Translation: We showed him a check with enough zeros to fund his next three underwater expeditions, and he stopped shouting for five minutes.
It’s a classic Hollywood pivot. In the old days, a studio head would promise a filmmaker "creative freedom." Now, they promise "reach." Reach is the consolation prize for losing the cultural conversation. Sure, 100 million people might "watch" your movie, but 60 million of them were doing laundry at the same time. The "reach" Sarandos is selling is a shallow ocean.
The specific trade-off here is the death of the event. When everything is available everywhere, nothing is special. If the Warner deal goes through, the wall between "prestige cinema" and "content" finally collapses. The same interface that suggests a low-budget dating show will now serve up the next Mad Max. For Sarandos, that’s a victory for the user experience. For anyone who gives a damn about the scale of storytelling, it’s a funeral.
Netflix is currently charging $22.99 for its premium tier. That’s more than a ticket to an IMAX screening of Avatar: The Way of Water in Manhattan. They’ve successfully convinced us that the convenience of never leaving the couch is worth more than the spectacle itself. Sarandos knows this. He’s betting that even a titan like Cameron can’t fight the gravity of the subscription model.
The CEO’s insistence that Cameron is "on board" feels like a preemptive strike. It’s meant to signal to the rest of the nervous directors in Burbank that the water is fine. Don’t mind the sharks. Don’t mind the fact that your lifework is being turned into a thumbnail. Just look at the data.

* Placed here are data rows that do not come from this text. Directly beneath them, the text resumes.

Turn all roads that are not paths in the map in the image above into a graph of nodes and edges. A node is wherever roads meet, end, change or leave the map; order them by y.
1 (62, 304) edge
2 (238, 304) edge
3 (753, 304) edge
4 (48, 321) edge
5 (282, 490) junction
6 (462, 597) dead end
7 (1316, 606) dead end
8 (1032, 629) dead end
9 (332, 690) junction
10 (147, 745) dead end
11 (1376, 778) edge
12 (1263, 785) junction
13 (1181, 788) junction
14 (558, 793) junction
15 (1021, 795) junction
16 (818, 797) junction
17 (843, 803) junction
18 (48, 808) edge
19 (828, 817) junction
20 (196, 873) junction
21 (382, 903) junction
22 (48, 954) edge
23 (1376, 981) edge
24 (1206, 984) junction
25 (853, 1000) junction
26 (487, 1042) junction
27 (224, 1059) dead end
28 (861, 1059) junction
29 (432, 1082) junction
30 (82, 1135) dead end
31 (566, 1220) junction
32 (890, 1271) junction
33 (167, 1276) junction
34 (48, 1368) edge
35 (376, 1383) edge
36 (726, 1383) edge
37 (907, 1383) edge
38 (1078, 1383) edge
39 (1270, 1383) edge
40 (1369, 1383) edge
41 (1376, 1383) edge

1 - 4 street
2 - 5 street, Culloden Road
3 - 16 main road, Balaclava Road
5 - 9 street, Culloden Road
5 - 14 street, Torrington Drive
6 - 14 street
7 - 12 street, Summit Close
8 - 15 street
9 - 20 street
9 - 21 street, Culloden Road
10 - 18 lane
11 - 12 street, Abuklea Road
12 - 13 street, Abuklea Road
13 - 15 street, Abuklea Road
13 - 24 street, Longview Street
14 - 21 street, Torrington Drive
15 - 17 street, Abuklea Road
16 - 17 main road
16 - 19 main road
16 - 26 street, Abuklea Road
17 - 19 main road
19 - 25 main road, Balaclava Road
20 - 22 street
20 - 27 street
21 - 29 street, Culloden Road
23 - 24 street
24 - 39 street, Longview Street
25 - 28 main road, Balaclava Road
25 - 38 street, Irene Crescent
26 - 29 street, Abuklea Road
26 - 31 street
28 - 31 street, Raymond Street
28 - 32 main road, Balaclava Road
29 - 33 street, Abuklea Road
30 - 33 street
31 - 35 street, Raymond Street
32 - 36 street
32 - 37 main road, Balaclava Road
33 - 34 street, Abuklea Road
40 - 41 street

But data doesn't build legacies. It builds filler. Sarandos can claim all the support he wants, but the reality is simpler. Netflix isn't buying Warner Bros. content to celebrate it. They’re buying it to commodify it until the very idea of a "theatrical window" feels like a quaint relic of the 20th century, like rotary phones or physical media.
If James Cameron is truly "supportive" of a future where his epics are interrupted by "Are you still watching?" prompts, then the battle for the big screen is already over.
But you have to wonder: when the credits finally roll on the last movie theater, will Netflix even let us watch them, or will they just auto-play a trailer for a reality show about people who live in tiny houses?